GlossarVergabeverfahren — Kernbegriffe

Zuschlag / Zuschlagserteilung

Verbindliche Auftragsvergabe an den ausgewählten Bieter.

Englischer Begriff
award / contract award

Der Zuschlag beendet das Verfahren

Mit dem Zuschlag nimmt der Auftraggeber das Angebot des ausgewählten Bieters an — damit kommt der Vertrag zustande, ein gesonderter Vertragsschluss ist nicht nötig. Den Zuschlag erhält das wirtschaftlichste Angebot, ermittelt nach den bekanntgemachten Zuschlagskriterien. Er muss innerhalb der Bindefrist erteilt werden, in der die Bieter an ihre Angebote gebunden sind; verlängert der Auftraggeber die Frist, müssen die Bieter zustimmen.

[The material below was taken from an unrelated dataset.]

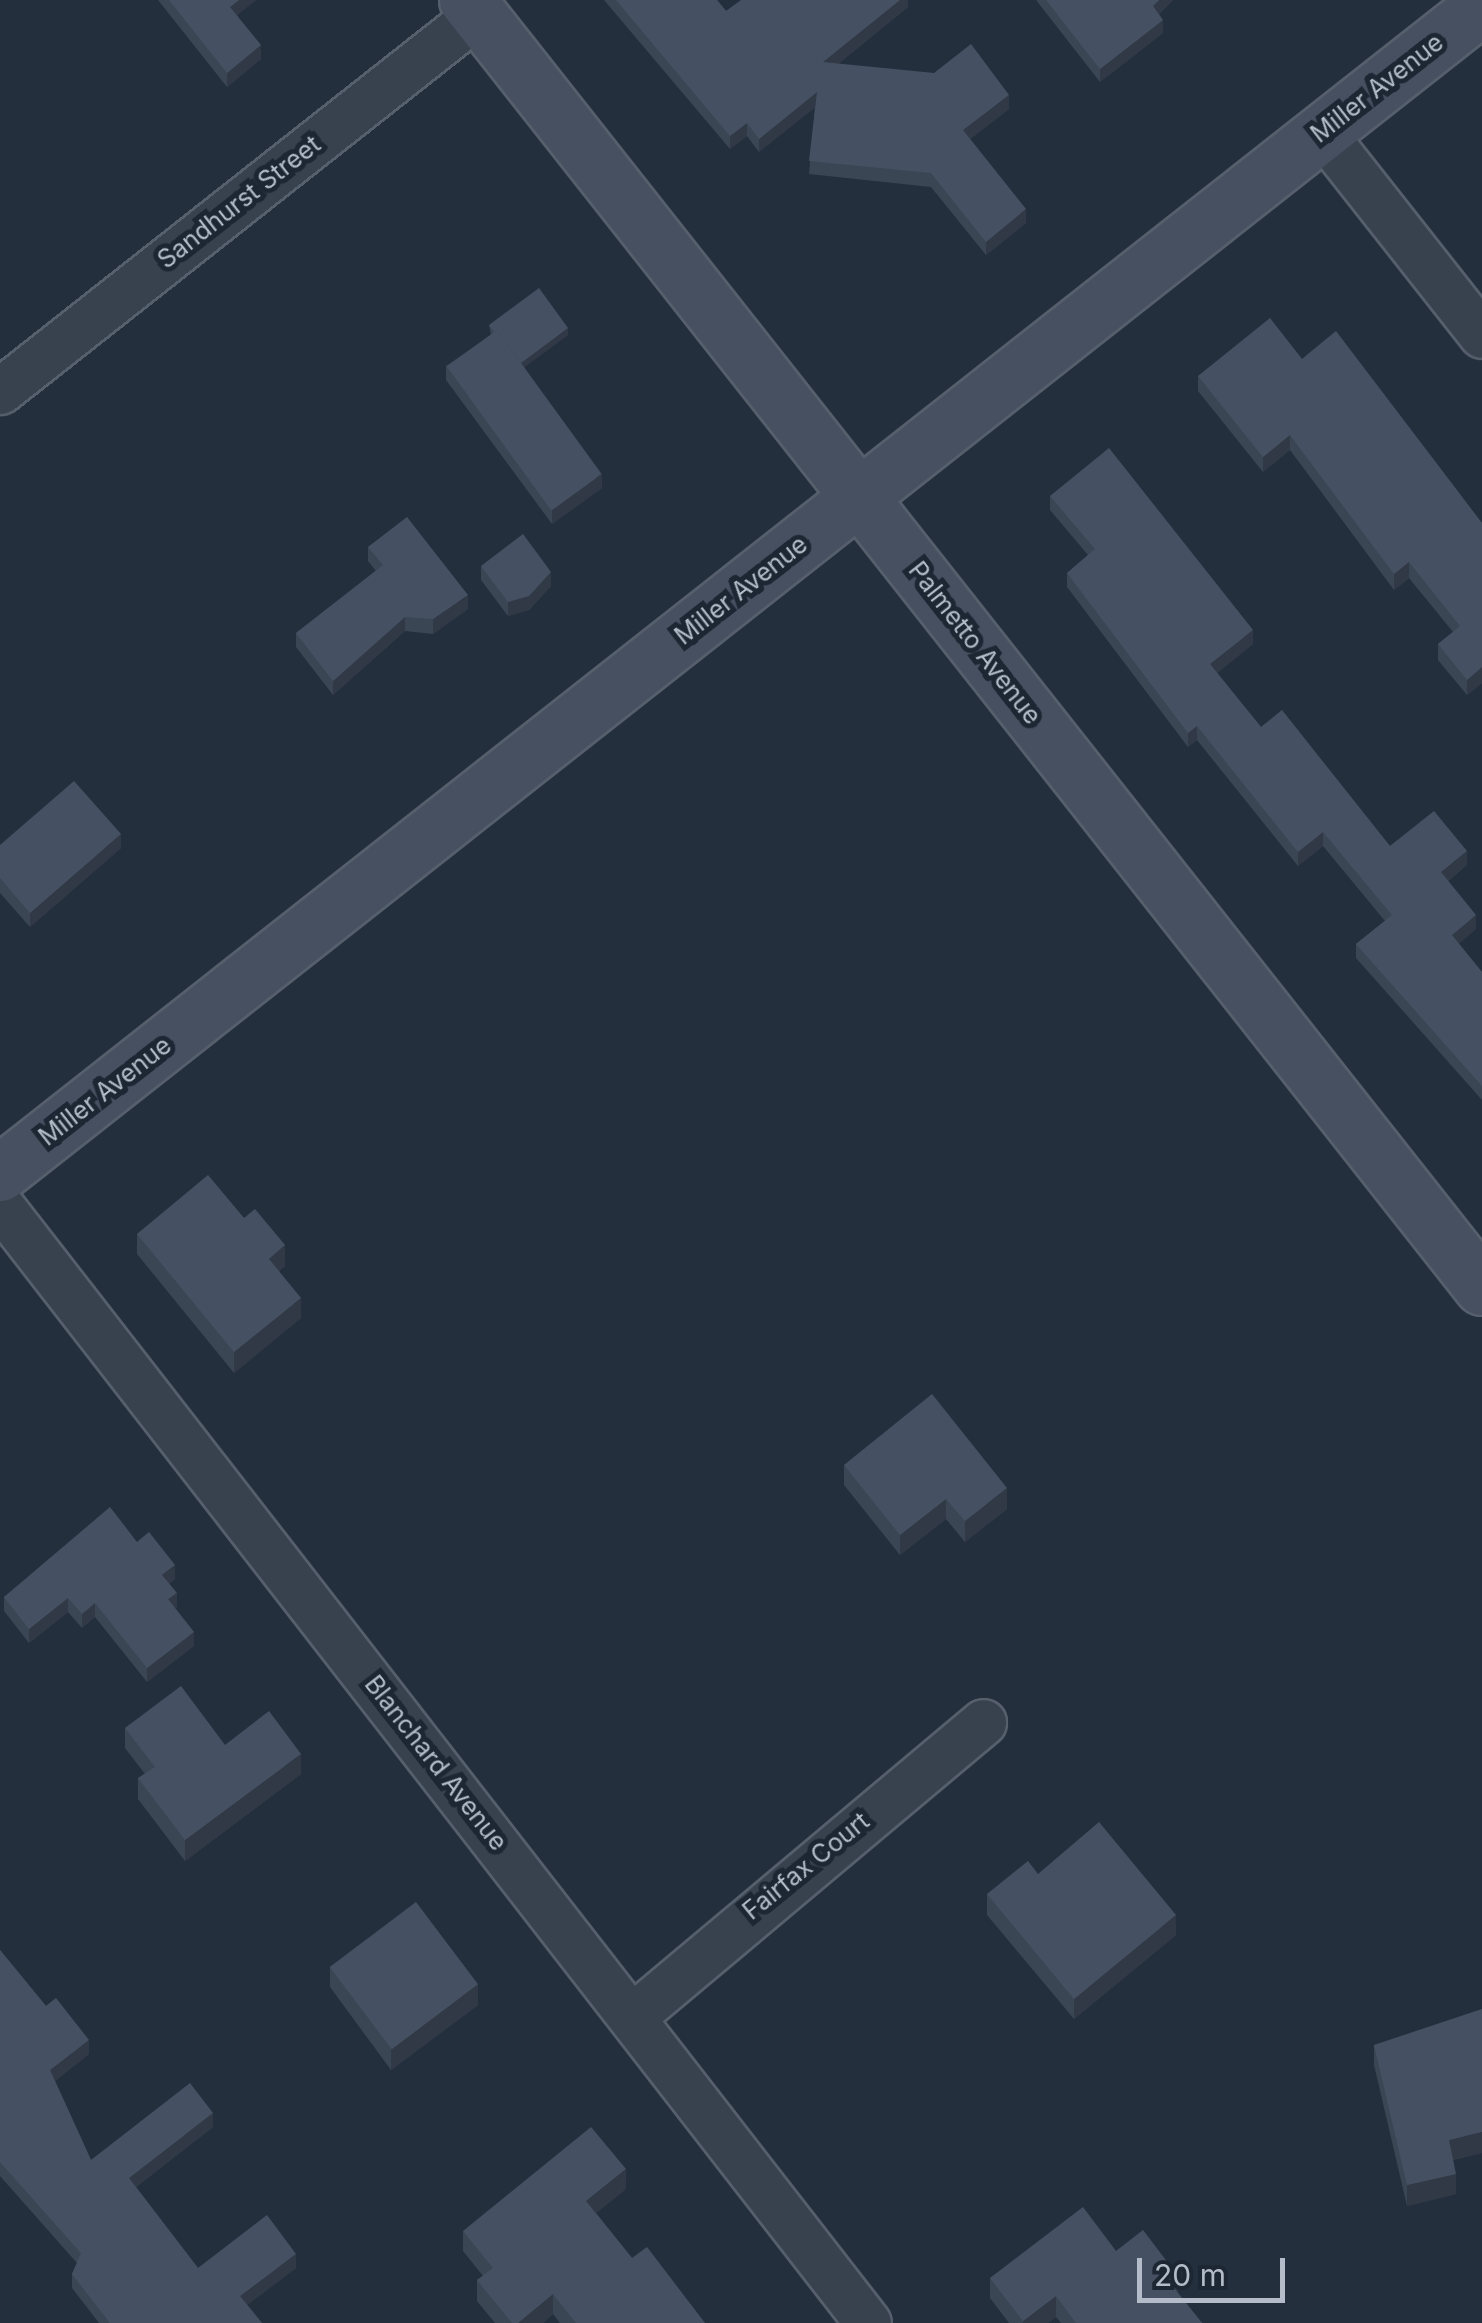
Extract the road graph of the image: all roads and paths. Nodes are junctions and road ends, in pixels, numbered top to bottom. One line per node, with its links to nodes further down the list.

Vorabinformation und Stillhaltefrist

Oberhalb der EU-Schwellenwerte darf der Zuschlag nicht sofort erteilt werden: Nach § 134 GWB informiert der Auftraggeber zunächst die unterlegenen Bieter über den beabsichtigten Zuschlag und dessen Gründe. Danach läuft eine Stillhaltefrist — 10 Kalendertage bei elektronischer Information, 15 bei postalischer —, in der unterlegene Bieter einen Nachprüfungsantrag bei der Vergabekammer stellen können. Ein unter Verstoß gegen diese Pflichten geschlossener Vertrag kann nach § 135 GWB für unwirksam erklärt werden. Im Unterschwellenbereich gibt es keine vergleichbare förmliche Stillhaltepflicht.

Bedeutung für Bieter

Die Vorabinformation ist der letzte Moment, in dem sich ein verlorenes Verfahren noch drehen lässt — wer Zweifel an der Wertung hat, muss innerhalb der Stillhaltefrist handeln. Und auch bei Niederlagen lohnt die Lektüre: Die mitgeteilten Gründe und der Name des erfolgreichen Bieters sind wertvolle Daten für die eigene Wettbewerbs- und Preisanalyse.